I think I have a understanding of the rest of the coding processes and such and my input file is mostly ready, I'm just not sure I'm fully understanding how PHREEQC 'physically' works.

Title: Re: Conceptual Understanding of PHREEQC-RM
Post by: dlparkhurst on January 12, 2018, 02:22:11 AM
PhreeqcRM is intended to be used as a geochemical module. The transport capabilities (ADVECTION and TRANSPORT) would not, in general be used.

The intended strategy is to calculate flow and conservative transport of component with a flow and multicomponent transport model. The transported concentrations would then be sent to PhreeqcRM to calculate geochemical reactions (reactions like EQUILIBRIUM_PHASES, KINETICS, etc), and the reacted concentrations are then sent back for another round of flow and transport. The concentrations of minerals, kinetic reactans, surface, etc are kept in PhreeqcRM, and solution concentrations are passed back and forth. So, no, PhreeqcRM is not intended to simulate "mixing, dispersion, and movement of chemicals".

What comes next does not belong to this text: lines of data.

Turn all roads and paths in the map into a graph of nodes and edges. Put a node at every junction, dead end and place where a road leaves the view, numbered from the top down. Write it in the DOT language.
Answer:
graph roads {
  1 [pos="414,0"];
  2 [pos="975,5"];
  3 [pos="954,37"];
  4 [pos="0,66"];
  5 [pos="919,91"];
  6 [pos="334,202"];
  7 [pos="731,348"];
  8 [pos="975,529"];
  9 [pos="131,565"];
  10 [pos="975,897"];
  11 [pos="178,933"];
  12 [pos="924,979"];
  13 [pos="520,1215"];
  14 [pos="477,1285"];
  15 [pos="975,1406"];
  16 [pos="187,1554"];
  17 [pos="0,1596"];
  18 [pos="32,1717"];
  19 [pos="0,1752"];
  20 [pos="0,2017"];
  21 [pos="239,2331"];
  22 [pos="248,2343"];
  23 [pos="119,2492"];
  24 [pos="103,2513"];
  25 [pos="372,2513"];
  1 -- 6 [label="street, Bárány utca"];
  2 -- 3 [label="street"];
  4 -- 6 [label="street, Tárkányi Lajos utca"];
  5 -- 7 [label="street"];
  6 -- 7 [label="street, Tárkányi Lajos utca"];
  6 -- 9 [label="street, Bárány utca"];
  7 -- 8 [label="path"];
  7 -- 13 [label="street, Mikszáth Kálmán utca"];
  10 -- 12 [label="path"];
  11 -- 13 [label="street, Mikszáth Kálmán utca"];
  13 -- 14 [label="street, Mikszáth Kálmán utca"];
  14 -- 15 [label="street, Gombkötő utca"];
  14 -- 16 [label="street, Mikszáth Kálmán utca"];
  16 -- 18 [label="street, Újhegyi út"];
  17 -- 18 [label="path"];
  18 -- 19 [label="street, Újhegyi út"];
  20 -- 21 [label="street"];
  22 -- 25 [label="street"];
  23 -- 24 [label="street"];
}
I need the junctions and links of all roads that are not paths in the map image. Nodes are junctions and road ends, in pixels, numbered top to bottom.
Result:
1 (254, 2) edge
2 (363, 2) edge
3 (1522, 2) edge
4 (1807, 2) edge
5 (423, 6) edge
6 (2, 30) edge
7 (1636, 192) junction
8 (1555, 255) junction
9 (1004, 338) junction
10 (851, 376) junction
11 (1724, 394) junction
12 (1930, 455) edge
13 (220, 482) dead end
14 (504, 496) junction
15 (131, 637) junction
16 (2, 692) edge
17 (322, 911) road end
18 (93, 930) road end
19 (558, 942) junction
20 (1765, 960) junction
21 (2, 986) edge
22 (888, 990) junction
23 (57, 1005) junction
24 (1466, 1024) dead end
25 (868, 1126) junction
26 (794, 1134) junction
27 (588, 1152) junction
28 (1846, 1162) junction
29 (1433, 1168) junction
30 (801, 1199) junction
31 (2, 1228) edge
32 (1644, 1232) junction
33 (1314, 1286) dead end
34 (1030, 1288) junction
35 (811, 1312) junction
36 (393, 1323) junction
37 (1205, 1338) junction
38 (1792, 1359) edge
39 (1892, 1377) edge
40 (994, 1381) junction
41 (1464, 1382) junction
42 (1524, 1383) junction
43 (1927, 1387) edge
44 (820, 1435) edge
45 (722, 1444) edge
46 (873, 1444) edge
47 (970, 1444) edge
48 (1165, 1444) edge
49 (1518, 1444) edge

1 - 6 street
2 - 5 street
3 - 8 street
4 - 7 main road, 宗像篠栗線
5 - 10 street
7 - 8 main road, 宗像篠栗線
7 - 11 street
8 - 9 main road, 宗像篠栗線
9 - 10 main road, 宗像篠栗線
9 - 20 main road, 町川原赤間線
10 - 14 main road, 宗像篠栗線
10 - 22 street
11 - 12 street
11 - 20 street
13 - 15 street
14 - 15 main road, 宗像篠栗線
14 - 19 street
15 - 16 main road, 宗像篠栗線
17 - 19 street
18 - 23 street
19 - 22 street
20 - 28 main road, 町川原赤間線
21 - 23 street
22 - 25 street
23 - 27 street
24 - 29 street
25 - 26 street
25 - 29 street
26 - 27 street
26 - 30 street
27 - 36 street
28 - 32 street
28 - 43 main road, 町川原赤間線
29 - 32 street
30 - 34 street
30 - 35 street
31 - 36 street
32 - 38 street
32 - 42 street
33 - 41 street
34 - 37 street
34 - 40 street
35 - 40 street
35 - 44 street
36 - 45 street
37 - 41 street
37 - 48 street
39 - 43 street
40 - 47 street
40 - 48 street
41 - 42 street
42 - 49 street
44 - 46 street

You can look at the code for PHAST to see a 3D model that uses PhreeqcRM. The 3D set of cells is numbered in the "natural" sequence inherited from HST3D, but you can use any numbering (1 through n). There is a method that allows creating a mapping between the 3D natural numbering and a set of active cells (1 through nchem, where nchem <= n) for which chemistry needs to be calculated. The mapping allows eliminating inactive regions of the domain, and possibly taking advantage symmetry, where the chemical evolution is the same in two or more parts of the domain.

Title: Re: Conceptual Understanding of PHREEQC-RM
Post by: ttgeochem on January 13, 2018, 01:01:00 AM
Thanks, David, that cleared up my confusion. Three more questions, for now, PHREEQC-RM still requires a PHREEQC input file, right? I suppose this would be used for the first timestep only, as the intermediate outputs would be kept inside PHREEQC-RM (except reacted concentrations)?

I read somewhere on this forum that "PHREEQC works best with solutions that have about 1 L of water" and that solutions should be scaled accordingly. Is this the case with PHREEQC-RM as well? So then despite a simulation in our RT-simulator having several litres of water per gridcell, when brought into PHREEQC-RM, it should be normalized to 1.0 litres and then expanded when brought back to the RT-simulator?

Finally, you mention only solution concentrations are moved between the RT-simulator and PHREEQC-RM: does this include precipitates, etc.?

Title: Re: Conceptual Understanding of PHREEQC-RM
Post by: dlparkhurst on January 13, 2018, 01:55:15 AM
The PHREEQC input file is used to define the initial concentrations in the cells and inflowing boundary condition concentrations, but also the types of reactions and initial conditions for all of the reactants in each cell, that is the EXCHANERs, SURFACEs, KINETICs, SOLID_SOLUTIONs, EQUILIBRIUM_PHASES that are in each cell. Basically, solutions and reactants defined in the input file are distributed as needed to set the initial conditions and reactions in each of the cells.

Results calculated by PhreeqcRM are extracted through SELECTED_OUTPUT definitions and the PhreeqcRM methods that retrieve SELECTED_OUTPUT. SELECTED_OUTPUT and USER_PUNCH all you to retrieve cell solution concentrations, amounts of reactants, and many other properties.

PhreeqcRM uses one liter of porous medium by default, although you can set the representative volume to another volume. The volume of water is then defined by the porosity and the saturation, which are quantities that can be set at each iteration if necessary by PhreeqcRM methods.

You pass the intensive property concentration to PhreeqcRM, not the extensive properties of liters of solution and moles of solutes.

PhreeqcRM was designed assuming the amounts of precipitate do not affect the flow system and would could be kept in PhreeqcRM, although it is possible to extract the amounts of precipitate (SELECTED_OUTPUT and USER_PUNCH) at each iteration and use that information to refine the porosity, dispersivity to affect the flow and transport calculation.